FREDERICK IRVING ANDERSON
Frederick Irving Anderson was a journalist and a prolific author of clever, discursive short stories. His is not the gum-chewing, wisecracking tone that would soon show up in hard-boiled mysteries. He takes his time and he has fun.
Anderson spent ten years as a reporter with the New York World and eventually became a regular contributor to the Saturday Evening Post and other major magazines. Besides the Infallible Godahl, whom you will meet in “Blind Man’s Buff,” Anderson created several other recurring characters. He liked to weave his favorite characters in and out of each other’s stories. In fact, one character, mystery writer Oliver Armiston, is occasionally presented as the creator of Godahl. One of Anderson’s best ideas is that Armiston is too clever for his own good. Criminals read and copy his ingenious crime stories, so he has to quit writing and become a special consultant to the New York City police. Perhaps best known among Anderson’s characters was Deputy Parr, who is a successful detective in his own stories but fails against Godahl and Anderson’s other series thief, Sophie Lang. Unfortunately the charming Lang came along late enough to fall, like a couple of other great female rogues, outside our anthology’s purview. Hollywood had a great time with her until censors declared that the wily young woman shouldn’t be profiting from crimes up on a movie screen for all of America’s impressionable youth to learn from.

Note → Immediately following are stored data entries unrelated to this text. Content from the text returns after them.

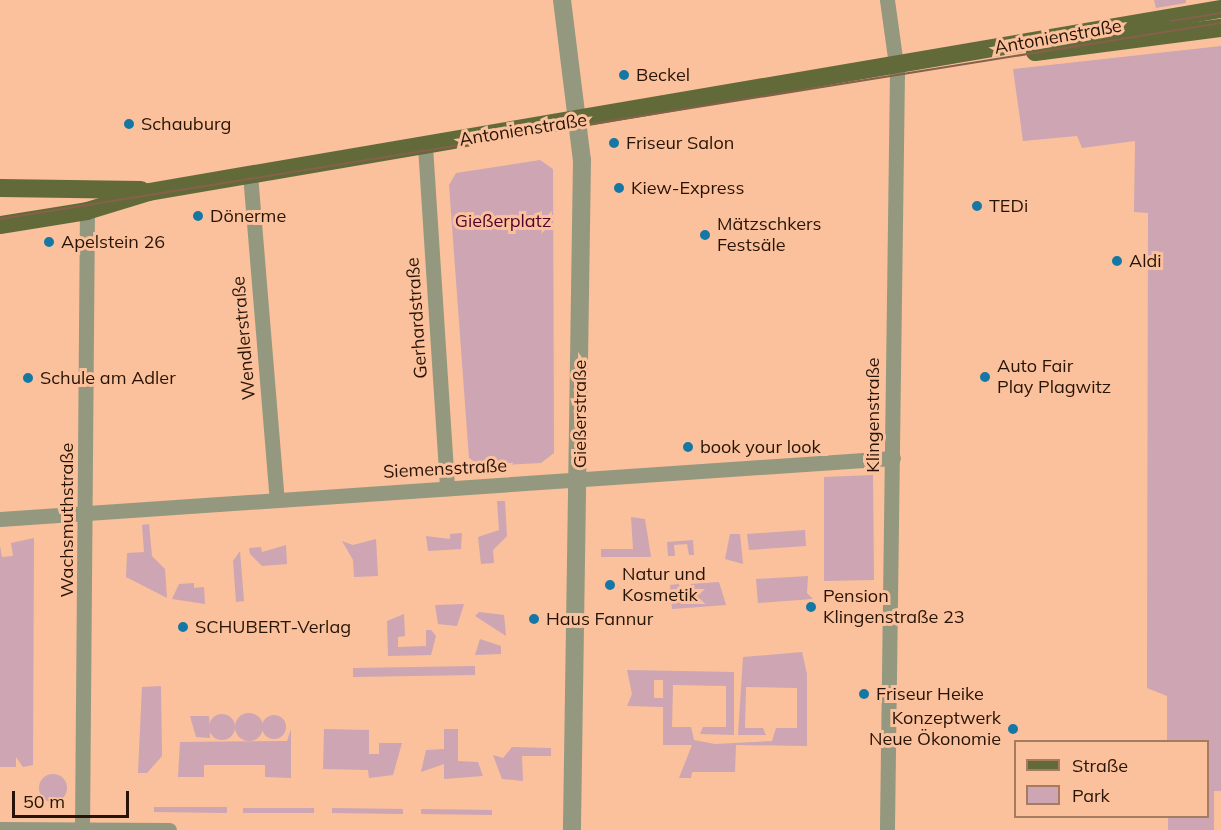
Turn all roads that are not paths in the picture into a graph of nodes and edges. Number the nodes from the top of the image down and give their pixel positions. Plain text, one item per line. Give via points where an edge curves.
1 (562, 0) edge
2 (887, 0) edge
3 (1214, 10) edge
4 (1155, 28) junction
5 (1215, 29) edge
6 (897, 68) junction
7 (579, 121) junction
8 (424, 146) junction
9 (250, 174) junction
10 (0, 188) edge
11 (149, 192) junction
12 (87, 211) junction
13 (0, 225) edge
14 (893, 458) junction
15 (580, 482) junction
16 (447, 488) junction
17 (277, 499) junction
18 (87, 512) junction
19 (0, 519) edge
20 (0, 829) edge
21 (82, 830) edge
22 (169, 830) edge
23 (572, 830) edge
24 (887, 830) edge

1 - 7 street, Gießerstraße
2 - 6 street, Klingenstraße
3 - 4 main road, Antonienstraße
4 - 5 main road, Antonienstraße
4 - 6 main road, Antonienstraße
6 - 7 main road, Antonienstraße
6 - 14 street, Klingenstraße
7 - 8 main road, Antonienstraße
7 - 15 street, Gießerstraße
8 - 9 main road, Antonienstraße
8 - 16 street, Gerhardstraße
9 - 11 main road, Antonienstraße
9 - 17 street, Wendlerstraße
10 - 11 main road, Antonienstraße via 58,185
11 - 12 main road, Antonienstraße
12 - 13 main road, Antonienstraße
12 - 18 street, Wachsmuthstraße
14 - 15 street, Siemensstraße
14 - 24 street, Klingenstraße
15 - 16 street, Siemensstraße
15 - 23 street, Gießerstraße
16 - 17 street, Siemensstraße
17 - 18 street, Siemensstraße
18 - 19 street, Siemensstraße
18 - 21 street, Wachsmuthstraße
20 - 21 street
21 - 22 street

The Infallible Godahl, who seems to have supplied himself with this grand moniker, is a man of many talents, as he demonstrates in “Blind Man’s Buff.” The story appeared first in the May 24, 1913, issue of the Saturday Evening Post. The next year Anderson included it in a collection of stories about his unpredictable thief, The Infallible Godahl. This was one of only three volumes of fiction that Anderson published. The great majority of his nonseries magazine stories, and even some of those in a series, have never been reprinted.
BLIND MAN’S BUFF
“Godahl, attend!” said that adept in smart crime to himself as he paused at the curb. “You think you are clever; but there goes your better.”
He had to step into the street to make way for the crowd that overflowed the pavement—men and women, newsboys, even unhorsed actors leaving their pillars for the time for the passing sensation, the beginning of the homing matinée crowds—all elbowing for a place about a tall, slender man in black who, as he advanced, gently tapped a cane-point before him. What attracted the vortex, however, was not so much the man himself as the fact that he wore a black mask. The mask was impenetrable. People said he had no eyes. It was Malvino the Magician, born to eternal darkness. From a child, so the story went, his fingers had been schooled with the same cruel science they ply in Russia to educate the toes of their ballet dancers—until his fingers saw for him.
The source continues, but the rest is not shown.